Puis, la fin de la guerre froide avait ouvert la voie à une désescalade des armements et même à une réduction de l’arsenal nucléaire. Mais cette époque semble bel et bien révolue. Entre 2018 et 2019, la progression des budgets militaires [2] a été la plus importante de la décennie (+3,6%) pour atteindre leur plus haut niveau depuis 1989 et la chute du mur de Berlin (1 917 milliards de dollars !).
En comparaison, le 10 octobre 2019, le Fonds Mondial de lutte contre le sida, la tuberculose et le paludisme a peiné à réunir 14 milliards de dollars pour financer son programme d’activité bi-annuel 2020/2022.

L’époque change mais la marotte demeure la même.

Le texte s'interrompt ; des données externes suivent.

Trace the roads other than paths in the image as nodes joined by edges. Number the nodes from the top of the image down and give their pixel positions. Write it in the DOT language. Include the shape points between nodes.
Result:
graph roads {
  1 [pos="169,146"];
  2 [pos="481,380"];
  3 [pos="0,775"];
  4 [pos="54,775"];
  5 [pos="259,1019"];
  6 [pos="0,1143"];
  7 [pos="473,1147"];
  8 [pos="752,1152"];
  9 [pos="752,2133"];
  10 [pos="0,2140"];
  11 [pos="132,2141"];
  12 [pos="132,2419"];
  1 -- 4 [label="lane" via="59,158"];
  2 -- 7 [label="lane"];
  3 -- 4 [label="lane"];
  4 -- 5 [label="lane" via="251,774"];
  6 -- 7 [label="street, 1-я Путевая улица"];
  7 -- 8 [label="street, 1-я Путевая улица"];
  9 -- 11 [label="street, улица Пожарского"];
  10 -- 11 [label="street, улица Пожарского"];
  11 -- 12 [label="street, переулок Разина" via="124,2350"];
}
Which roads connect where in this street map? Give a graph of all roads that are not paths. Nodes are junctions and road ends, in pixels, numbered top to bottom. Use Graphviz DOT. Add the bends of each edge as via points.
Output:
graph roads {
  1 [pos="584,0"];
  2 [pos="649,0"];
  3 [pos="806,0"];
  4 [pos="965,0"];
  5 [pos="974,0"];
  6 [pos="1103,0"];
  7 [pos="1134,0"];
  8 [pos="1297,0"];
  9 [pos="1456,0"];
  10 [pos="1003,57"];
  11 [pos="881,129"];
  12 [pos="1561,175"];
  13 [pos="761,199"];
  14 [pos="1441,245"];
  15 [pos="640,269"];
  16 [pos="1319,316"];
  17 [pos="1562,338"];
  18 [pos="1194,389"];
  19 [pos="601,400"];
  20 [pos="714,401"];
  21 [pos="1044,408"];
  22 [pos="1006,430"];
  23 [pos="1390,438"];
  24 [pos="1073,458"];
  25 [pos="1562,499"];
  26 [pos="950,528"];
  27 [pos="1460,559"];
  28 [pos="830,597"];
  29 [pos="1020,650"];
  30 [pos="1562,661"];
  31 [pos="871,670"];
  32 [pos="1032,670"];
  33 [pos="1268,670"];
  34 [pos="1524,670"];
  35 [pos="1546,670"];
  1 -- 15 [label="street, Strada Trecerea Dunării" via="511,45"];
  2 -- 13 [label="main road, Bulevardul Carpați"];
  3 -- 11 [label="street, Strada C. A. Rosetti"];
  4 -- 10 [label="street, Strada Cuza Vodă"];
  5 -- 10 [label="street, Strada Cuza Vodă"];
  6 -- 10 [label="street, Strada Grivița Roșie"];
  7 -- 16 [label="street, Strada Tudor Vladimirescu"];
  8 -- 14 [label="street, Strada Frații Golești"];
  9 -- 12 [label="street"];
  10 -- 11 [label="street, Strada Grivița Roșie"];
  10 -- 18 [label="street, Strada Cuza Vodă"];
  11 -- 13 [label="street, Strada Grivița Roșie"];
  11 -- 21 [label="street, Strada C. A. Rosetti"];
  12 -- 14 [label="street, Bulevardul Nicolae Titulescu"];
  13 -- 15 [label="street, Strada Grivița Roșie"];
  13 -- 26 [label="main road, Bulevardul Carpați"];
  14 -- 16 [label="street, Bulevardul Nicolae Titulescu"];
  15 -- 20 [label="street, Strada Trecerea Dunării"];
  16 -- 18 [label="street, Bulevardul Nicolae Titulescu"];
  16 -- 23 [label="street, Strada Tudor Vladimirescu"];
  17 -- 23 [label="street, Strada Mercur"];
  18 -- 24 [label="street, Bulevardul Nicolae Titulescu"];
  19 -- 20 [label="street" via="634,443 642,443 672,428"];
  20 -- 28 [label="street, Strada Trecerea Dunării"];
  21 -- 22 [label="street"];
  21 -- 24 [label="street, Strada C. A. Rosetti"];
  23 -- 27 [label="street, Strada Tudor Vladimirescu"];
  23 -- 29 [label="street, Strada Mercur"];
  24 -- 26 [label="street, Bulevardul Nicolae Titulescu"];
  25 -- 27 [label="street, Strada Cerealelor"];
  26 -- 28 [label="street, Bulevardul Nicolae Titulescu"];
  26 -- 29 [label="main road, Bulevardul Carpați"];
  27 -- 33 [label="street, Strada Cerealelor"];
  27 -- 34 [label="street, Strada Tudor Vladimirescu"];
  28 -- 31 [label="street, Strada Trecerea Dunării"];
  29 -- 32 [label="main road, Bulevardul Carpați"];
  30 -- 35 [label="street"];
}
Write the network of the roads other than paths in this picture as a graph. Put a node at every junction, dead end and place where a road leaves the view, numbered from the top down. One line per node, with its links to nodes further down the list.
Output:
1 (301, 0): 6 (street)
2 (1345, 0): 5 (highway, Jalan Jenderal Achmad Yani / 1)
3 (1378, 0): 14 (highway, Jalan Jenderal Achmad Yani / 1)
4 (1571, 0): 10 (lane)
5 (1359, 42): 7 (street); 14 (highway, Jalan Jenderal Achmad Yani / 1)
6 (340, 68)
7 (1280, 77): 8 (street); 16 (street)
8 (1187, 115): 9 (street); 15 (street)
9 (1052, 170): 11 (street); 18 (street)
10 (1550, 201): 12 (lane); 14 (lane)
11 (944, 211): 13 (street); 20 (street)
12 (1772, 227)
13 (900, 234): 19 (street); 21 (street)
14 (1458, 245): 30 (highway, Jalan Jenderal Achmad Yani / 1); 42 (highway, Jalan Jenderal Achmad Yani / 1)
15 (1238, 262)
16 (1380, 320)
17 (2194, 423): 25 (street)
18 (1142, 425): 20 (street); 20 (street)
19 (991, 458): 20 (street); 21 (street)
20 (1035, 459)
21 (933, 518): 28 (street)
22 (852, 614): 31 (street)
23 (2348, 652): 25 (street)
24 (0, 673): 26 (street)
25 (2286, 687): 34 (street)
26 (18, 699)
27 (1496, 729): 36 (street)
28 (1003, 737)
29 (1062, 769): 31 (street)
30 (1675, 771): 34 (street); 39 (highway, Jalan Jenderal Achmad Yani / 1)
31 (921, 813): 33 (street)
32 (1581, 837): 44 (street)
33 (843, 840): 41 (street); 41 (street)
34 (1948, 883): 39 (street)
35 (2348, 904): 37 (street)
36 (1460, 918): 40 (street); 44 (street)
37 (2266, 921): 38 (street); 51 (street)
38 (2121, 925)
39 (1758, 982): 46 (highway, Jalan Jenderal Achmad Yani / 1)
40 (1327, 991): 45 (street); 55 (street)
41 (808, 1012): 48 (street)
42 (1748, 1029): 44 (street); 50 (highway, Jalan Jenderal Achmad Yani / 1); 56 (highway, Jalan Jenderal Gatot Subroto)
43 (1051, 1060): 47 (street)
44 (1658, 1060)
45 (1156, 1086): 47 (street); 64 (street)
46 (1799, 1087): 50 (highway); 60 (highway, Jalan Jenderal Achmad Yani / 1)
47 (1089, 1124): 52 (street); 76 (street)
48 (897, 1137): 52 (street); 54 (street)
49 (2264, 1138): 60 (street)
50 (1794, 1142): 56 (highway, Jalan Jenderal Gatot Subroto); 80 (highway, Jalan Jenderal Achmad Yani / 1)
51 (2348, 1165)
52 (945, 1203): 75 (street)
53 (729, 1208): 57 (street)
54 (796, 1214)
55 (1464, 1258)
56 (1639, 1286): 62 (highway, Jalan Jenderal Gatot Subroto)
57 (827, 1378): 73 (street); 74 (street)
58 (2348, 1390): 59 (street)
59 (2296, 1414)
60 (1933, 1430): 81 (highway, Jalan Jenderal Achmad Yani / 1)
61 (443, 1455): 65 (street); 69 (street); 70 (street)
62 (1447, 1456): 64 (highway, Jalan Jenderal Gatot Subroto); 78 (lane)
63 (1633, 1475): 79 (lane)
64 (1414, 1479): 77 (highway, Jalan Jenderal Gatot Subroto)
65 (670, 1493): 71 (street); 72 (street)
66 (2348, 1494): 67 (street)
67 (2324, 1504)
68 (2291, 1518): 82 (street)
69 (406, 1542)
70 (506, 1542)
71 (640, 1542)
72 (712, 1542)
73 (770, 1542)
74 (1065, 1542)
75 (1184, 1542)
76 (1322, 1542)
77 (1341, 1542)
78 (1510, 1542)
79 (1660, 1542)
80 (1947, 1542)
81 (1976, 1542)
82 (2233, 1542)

Les USA, la Russie, la Chine et la France ont officiellement annoncé la création d’une composante spatiale en complément de leurs forces armées existantes (terrestre, maritime, aérienne et cybernumérique, généralement) : une Force Spatiale, en charge des opérations militaires dans l’espace ! Il ne fait aucun doute que d’autres pays, qui possèdent des lanceurs de satellites, leur emboiteront le pas dans un avenir proche : l’Inde, l’Iran, le Japon, la Corée du Nord…
Dès lors, nous espérons que les dirigeants de ces pays aiment non seulement leurs enfants, mais également ceux de leurs voisins.

Philippe Yée Chong Tchi Kan

[1« j’espère que les Russes aiment aussi leurs enfants »

[2Source : Institut international de recherche sur la paix de Stockholm (https://bit.ly/3ayfseU)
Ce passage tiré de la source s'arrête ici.